Затем начались длительные маневры, чтобы начать судебное разбирательство. Греческие чиновники делали все, чтобы затормозить движение дела. Пока они тянули время, невозможно было продолжать переговоры, и, хотя Министерство Общественных работ благосклонно относилось к ирригационному проекту, оно не могло действовать без учета интересов беженцев, которые осели на нескольких фермах.
Эксперт закончил свои исследования и не нашел никаких свидетельств в пользу подделки. Тем временем Нико Николопулюс умер в Кавалльгкой тюрьме при невыясненных обстоятельствах, по официальной версии, от сердечной недостаточности, что вполне могло быть и правдой. Я был очень опечален сообщением о смерти Нико, так как не смог добиться его освобождения под залог и дал себя убедить адвокатам, которые утверждали, что ему лучше оставаться под стражей как жертве несправедливости.

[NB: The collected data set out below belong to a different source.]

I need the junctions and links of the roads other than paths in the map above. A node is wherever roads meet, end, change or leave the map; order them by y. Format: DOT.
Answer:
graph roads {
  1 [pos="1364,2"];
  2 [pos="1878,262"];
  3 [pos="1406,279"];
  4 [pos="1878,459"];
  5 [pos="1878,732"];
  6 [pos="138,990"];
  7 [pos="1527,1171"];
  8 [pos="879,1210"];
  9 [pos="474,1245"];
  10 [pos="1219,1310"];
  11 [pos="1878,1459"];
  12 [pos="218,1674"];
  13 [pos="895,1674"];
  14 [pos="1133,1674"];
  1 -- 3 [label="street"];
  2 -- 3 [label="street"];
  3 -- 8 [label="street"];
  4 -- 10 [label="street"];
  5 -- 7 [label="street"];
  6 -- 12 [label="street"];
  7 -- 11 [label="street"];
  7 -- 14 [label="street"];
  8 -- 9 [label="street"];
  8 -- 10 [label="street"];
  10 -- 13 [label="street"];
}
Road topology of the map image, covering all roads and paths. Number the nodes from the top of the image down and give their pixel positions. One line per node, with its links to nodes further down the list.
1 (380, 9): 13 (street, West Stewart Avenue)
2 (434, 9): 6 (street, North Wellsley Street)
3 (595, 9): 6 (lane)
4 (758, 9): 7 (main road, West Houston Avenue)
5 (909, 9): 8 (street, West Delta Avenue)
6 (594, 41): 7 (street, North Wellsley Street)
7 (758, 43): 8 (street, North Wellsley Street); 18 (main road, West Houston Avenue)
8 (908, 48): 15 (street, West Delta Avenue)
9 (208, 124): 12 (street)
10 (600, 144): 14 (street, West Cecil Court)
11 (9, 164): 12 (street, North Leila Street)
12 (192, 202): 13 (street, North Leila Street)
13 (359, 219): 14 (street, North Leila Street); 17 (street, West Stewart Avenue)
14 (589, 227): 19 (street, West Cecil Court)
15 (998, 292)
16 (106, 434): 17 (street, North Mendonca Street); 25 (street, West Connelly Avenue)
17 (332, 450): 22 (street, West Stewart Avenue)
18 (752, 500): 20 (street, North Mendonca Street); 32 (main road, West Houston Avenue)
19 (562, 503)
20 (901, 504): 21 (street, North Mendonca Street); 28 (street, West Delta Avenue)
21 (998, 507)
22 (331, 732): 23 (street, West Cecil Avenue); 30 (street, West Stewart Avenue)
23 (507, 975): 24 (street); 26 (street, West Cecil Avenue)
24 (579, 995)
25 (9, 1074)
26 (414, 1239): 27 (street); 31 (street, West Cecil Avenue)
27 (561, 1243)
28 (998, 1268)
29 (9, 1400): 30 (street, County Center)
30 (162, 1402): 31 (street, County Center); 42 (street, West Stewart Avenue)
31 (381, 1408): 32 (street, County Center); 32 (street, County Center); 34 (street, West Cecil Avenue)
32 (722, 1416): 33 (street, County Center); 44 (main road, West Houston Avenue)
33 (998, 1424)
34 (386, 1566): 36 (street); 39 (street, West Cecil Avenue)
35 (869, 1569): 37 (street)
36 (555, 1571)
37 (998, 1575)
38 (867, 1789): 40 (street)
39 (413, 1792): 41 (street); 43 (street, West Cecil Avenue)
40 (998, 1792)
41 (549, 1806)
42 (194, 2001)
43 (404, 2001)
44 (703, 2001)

Для оказания давления на греческих влиятельных людей мне посоветовали пожить в Кавалле, где в малом суде должно было слушаться дело. Мы с женой провели в этом маленьком греческом порту шесть-восемь недель. Греки обладают изумительными способностями грезить о великом, даже когда факты свидетельствуют о нищете и бессилии. Это было их силой, как, например, во времена Байрона, когда они первыми из покоренных султаном народов сбросили турецкое иго. Но иногда это выглядит просто смешно. Как-то раз мы с женой проходили мимо маленького чистенького домика в пригороде Каваллы, на котором висела огромная доска, гласившая: «Панкосмическая школа танца!» Имея дело с греками, нужно всегда учитывать их панкосмические притязания и не принимать их слишком всерьез.
В Кавалле делать было совершенно нечего, и я принялся за Упанишады. У меня был санскритский текст и английский перевод шести основных Упанишад, и, работая по несколько часов в день, я привел их в соответствие, которым пользуюсь и по сей день. Я также увидел некоторое психологическое значение особой последовательности идей в Упанишадах. Мне кажется, что западные студенты, которые, вслед за Шопенгауэром, относят Упанишады к проявлению вульгарного монизма или опираются на комментаторов, подобных Шанкарахарии, представивших свои трактовки через тысячи лет после Упанишад, потеряли связь с психологическим значением ритуала и пропускают многое из того, что можно узнать из этих древних работ.